## Exercise description
Please write out the listing below again in its exact form.

## Data records
================

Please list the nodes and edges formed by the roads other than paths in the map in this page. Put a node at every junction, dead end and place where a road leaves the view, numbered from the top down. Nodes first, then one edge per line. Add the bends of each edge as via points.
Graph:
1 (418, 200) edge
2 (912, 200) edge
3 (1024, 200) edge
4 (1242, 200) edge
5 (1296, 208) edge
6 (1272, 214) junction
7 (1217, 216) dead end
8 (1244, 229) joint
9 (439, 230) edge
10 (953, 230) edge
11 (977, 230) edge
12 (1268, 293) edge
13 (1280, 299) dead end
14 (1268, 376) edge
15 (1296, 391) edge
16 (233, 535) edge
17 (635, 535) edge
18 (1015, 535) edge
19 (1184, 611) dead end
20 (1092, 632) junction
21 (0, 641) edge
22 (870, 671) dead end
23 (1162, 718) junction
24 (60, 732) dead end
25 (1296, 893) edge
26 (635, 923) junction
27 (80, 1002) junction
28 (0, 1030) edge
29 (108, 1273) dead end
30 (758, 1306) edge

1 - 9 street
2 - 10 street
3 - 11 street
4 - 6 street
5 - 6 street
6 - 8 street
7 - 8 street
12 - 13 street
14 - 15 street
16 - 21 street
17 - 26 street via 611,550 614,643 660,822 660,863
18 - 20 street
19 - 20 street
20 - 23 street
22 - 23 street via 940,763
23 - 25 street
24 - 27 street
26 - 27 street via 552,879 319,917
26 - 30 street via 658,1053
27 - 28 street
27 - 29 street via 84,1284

================

## Output below
Please list the nodes and edges formed by the roads other than paths in the map in this page. Put a node at every junction, dead end and place where a road leaves the view, numbered from the top down. Nodes first, then one edge per line. Add the bends of each edge as via points.
Graph:
1 (418, 200) edge
2 (912, 200) edge
3 (1024, 200) edge
4 (1242, 200) edge
5 (1296, 208) edge
6 (1272, 214) junction
7 (1217, 216) dead end
8 (1244, 229) joint
9 (439, 230) edge
10 (953, 230) edge
11 (977, 230) edge
12 (1268, 293) edge
13 (1280, 299) dead end
14 (1268, 376) edge
15 (1296, 391) edge
16 (233, 535) edge
17 (635, 535) edge
18 (1015, 535) edge
19 (1184, 611) dead end
20 (1092, 632) junction
21 (0, 641) edge
22 (870, 671) dead end
23 (1162, 718) junction
24 (60, 732) dead end
25 (1296, 893) edge
26 (635, 923) junction
27 (80, 1002) junction
28 (0, 1030) edge
29 (108, 1273) dead end
30 (758, 1306) edge

1 - 9 street
2 - 10 street
3 - 11 street
4 - 6 street
5 - 6 street
6 - 8 street
7 - 8 street
12 - 13 street
14 - 15 street
16 - 21 street
17 - 26 street via 611,550 614,643 660,822 660,863
18 - 20 street
19 - 20 street
20 - 23 street
22 - 23 street via 940,763
23 - 25 street
24 - 27 street
26 - 27 street via 552,879 319,917
26 - 30 street via 658,1053
27 - 28 street
27 - 29 street via 84,1284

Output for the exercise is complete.